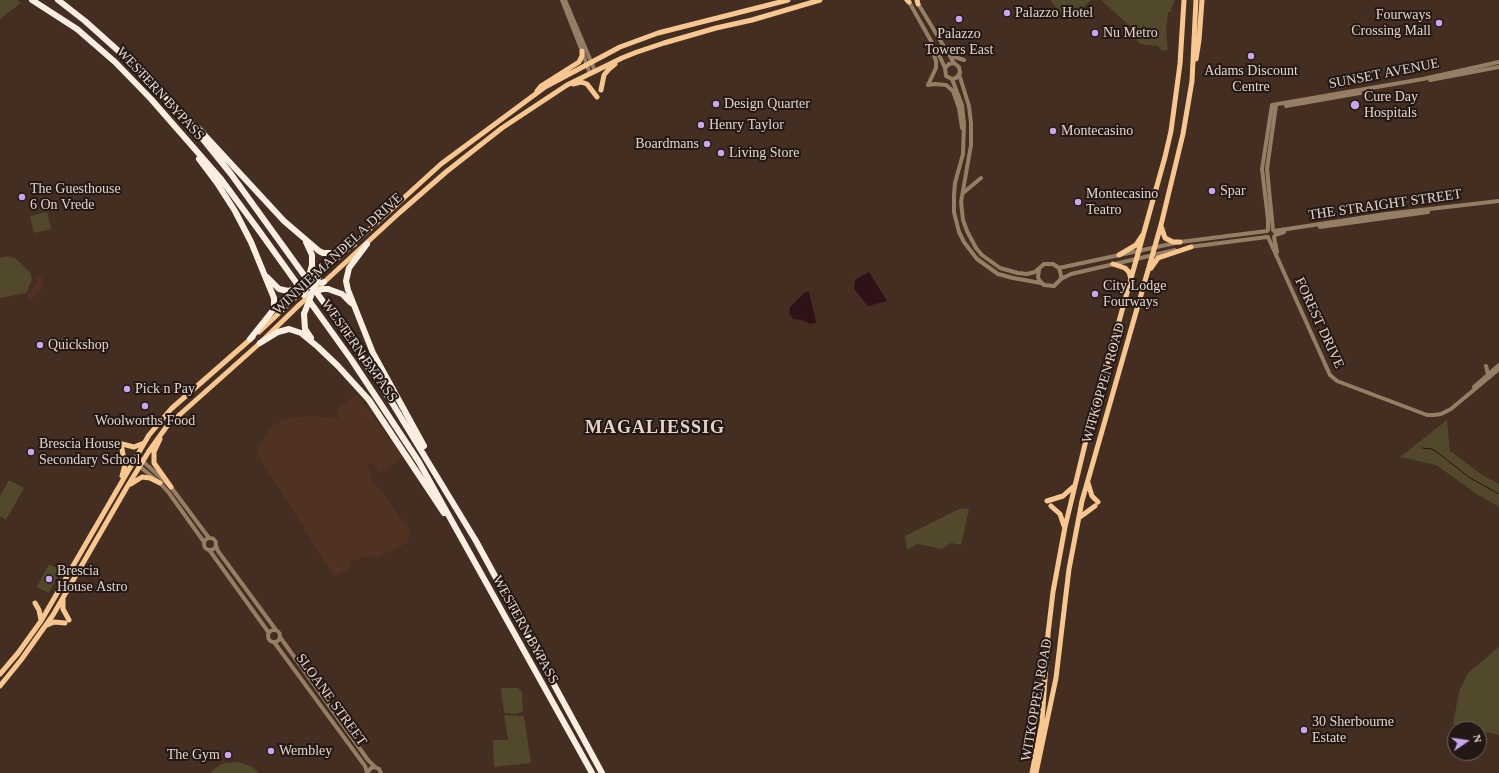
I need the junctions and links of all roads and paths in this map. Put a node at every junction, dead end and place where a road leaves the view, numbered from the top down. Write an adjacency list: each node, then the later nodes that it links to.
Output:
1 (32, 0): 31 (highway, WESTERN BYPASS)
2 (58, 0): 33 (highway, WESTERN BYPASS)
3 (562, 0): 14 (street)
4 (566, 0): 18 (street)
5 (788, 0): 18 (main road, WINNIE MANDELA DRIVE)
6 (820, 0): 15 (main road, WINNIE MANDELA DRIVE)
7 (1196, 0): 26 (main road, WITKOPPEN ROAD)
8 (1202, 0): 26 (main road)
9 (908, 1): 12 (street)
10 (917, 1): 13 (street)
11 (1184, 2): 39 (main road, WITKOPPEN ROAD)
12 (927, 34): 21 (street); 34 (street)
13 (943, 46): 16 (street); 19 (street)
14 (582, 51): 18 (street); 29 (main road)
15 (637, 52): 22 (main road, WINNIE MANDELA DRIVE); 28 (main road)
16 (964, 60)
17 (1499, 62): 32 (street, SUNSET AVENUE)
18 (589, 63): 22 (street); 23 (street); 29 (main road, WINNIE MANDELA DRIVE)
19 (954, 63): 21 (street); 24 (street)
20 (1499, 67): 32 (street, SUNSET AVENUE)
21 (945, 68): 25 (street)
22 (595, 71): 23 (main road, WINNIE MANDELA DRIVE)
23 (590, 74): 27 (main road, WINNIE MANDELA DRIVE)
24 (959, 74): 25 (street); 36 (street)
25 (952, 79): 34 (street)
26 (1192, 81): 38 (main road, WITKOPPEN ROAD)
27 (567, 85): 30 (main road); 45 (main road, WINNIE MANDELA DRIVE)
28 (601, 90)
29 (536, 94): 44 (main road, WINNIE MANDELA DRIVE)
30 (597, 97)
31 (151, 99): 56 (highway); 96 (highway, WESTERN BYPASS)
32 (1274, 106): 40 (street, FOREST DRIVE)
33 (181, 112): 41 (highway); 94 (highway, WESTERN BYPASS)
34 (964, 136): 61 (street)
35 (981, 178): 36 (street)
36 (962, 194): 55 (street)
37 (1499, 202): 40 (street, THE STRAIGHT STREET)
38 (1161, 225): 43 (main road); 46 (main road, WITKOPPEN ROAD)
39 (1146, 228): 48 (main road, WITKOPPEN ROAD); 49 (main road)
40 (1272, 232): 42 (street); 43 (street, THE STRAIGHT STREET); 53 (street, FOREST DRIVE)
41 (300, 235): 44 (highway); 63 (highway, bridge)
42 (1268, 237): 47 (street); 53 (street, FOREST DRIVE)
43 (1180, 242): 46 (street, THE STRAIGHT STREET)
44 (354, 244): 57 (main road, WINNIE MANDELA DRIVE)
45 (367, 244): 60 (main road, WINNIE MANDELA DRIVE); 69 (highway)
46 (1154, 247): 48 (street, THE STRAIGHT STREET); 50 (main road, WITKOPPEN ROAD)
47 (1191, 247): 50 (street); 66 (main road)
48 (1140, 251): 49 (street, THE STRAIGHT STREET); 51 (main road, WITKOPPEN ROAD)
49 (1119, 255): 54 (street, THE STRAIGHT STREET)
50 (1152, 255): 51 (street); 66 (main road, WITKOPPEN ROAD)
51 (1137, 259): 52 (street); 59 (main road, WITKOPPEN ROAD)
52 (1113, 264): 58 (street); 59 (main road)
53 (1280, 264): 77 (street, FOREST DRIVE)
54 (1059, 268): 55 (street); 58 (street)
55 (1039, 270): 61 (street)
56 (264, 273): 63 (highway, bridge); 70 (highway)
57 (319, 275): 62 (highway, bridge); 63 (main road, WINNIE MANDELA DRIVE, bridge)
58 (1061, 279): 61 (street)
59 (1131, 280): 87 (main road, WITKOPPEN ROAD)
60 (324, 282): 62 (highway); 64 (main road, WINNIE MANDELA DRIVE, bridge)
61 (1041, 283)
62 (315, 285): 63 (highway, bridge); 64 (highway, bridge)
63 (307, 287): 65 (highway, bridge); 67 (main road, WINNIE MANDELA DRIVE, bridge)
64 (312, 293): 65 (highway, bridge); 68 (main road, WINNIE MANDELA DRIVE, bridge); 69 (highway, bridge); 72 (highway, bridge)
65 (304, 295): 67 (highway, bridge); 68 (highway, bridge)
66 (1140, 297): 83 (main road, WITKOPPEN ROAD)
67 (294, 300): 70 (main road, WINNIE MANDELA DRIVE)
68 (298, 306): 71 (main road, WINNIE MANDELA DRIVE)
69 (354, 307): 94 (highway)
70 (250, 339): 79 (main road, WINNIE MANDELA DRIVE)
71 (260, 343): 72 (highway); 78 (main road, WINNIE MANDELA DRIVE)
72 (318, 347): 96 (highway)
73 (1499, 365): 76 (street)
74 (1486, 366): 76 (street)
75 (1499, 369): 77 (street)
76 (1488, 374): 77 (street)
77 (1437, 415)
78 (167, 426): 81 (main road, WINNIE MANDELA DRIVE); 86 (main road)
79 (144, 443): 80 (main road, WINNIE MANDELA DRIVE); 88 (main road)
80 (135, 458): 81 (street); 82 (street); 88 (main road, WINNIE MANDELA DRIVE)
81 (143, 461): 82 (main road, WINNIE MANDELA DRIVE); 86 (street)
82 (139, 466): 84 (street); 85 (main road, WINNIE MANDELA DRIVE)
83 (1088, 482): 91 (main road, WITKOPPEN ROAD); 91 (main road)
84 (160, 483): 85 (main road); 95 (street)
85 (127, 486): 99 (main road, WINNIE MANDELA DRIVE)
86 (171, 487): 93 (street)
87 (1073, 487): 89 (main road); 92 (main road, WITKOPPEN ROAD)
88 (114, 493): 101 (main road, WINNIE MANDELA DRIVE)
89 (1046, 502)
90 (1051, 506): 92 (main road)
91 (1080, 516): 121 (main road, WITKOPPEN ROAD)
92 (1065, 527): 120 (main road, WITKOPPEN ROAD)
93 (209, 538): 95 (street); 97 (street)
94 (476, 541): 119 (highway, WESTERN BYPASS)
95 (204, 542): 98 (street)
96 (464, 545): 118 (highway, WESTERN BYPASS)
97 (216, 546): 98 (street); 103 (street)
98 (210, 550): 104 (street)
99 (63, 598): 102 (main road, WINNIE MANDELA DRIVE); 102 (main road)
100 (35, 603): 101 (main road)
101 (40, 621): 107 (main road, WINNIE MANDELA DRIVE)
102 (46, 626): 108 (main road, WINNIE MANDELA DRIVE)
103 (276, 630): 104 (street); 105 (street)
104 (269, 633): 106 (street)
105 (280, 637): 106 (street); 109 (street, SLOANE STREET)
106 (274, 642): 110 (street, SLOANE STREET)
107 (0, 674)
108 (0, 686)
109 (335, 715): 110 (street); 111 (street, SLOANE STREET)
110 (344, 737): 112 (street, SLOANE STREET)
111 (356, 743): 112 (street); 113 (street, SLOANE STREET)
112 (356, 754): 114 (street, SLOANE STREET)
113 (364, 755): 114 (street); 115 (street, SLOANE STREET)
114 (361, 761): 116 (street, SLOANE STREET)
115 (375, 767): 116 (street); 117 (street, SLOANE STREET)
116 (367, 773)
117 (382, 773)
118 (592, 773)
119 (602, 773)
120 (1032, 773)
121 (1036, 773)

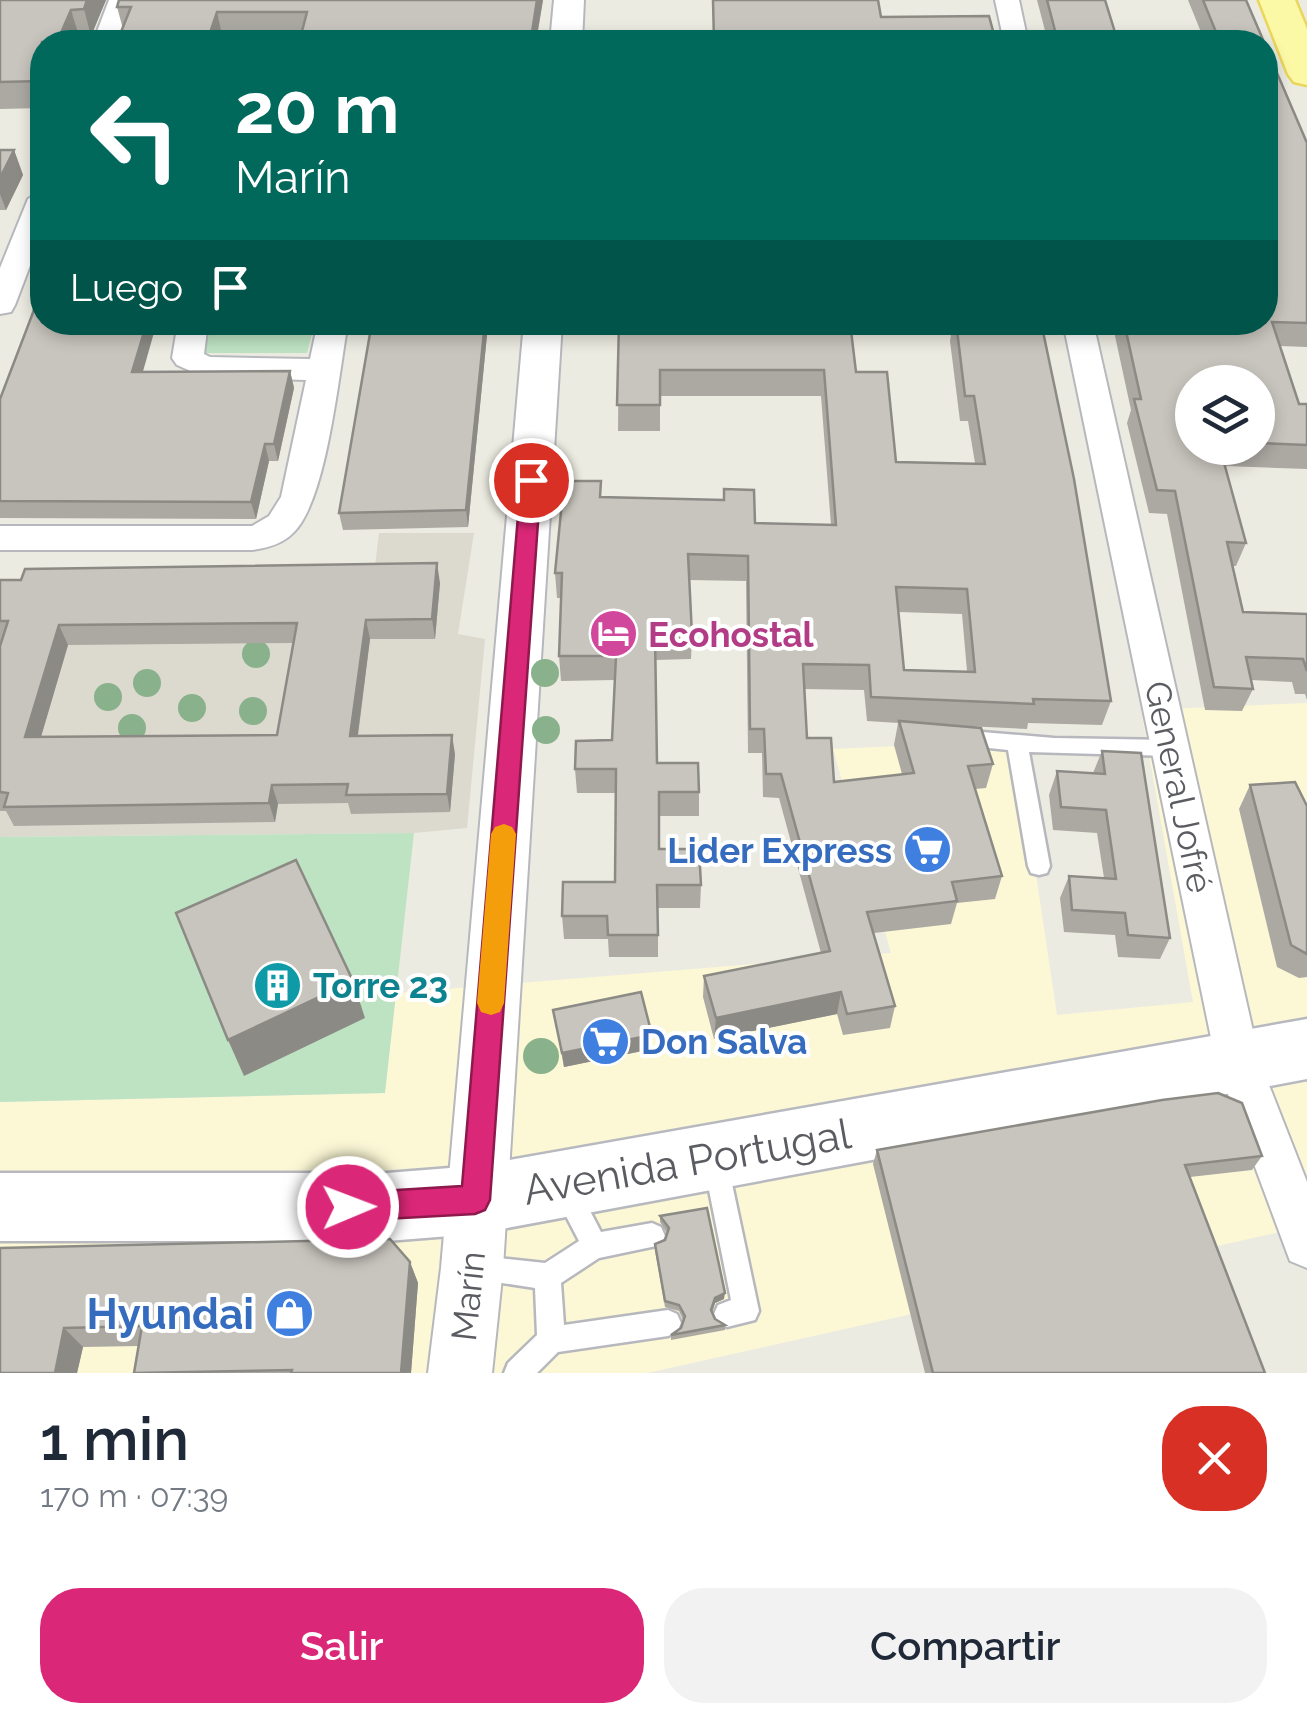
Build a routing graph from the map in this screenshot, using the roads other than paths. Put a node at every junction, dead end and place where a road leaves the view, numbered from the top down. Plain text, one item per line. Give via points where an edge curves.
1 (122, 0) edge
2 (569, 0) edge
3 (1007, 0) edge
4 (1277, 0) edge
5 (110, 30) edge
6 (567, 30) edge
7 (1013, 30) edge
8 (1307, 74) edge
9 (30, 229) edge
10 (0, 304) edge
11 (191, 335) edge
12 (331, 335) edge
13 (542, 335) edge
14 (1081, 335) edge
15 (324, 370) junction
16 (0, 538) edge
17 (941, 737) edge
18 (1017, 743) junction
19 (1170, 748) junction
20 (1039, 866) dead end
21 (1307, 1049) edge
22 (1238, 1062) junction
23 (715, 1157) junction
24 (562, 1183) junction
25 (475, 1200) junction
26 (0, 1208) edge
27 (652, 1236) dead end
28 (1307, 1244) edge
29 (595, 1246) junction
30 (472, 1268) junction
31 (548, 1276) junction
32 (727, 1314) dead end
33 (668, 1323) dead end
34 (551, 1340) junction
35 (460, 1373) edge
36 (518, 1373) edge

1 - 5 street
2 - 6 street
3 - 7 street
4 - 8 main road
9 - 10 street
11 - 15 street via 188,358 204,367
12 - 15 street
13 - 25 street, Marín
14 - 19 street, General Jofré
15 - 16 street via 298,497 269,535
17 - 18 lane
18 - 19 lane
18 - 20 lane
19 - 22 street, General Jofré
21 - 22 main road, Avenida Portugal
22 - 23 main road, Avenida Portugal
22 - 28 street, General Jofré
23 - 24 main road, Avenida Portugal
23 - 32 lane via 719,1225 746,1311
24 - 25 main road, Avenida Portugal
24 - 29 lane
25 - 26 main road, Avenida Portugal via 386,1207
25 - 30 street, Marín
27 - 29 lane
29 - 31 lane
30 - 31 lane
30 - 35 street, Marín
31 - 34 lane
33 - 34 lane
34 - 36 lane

--*--

» Directions for this task:
From the entries above, copy each line holding "Marín".

» Answer space:
13 - 25 street, Marín
25 - 30 street, Marín
30 - 35 street, Marín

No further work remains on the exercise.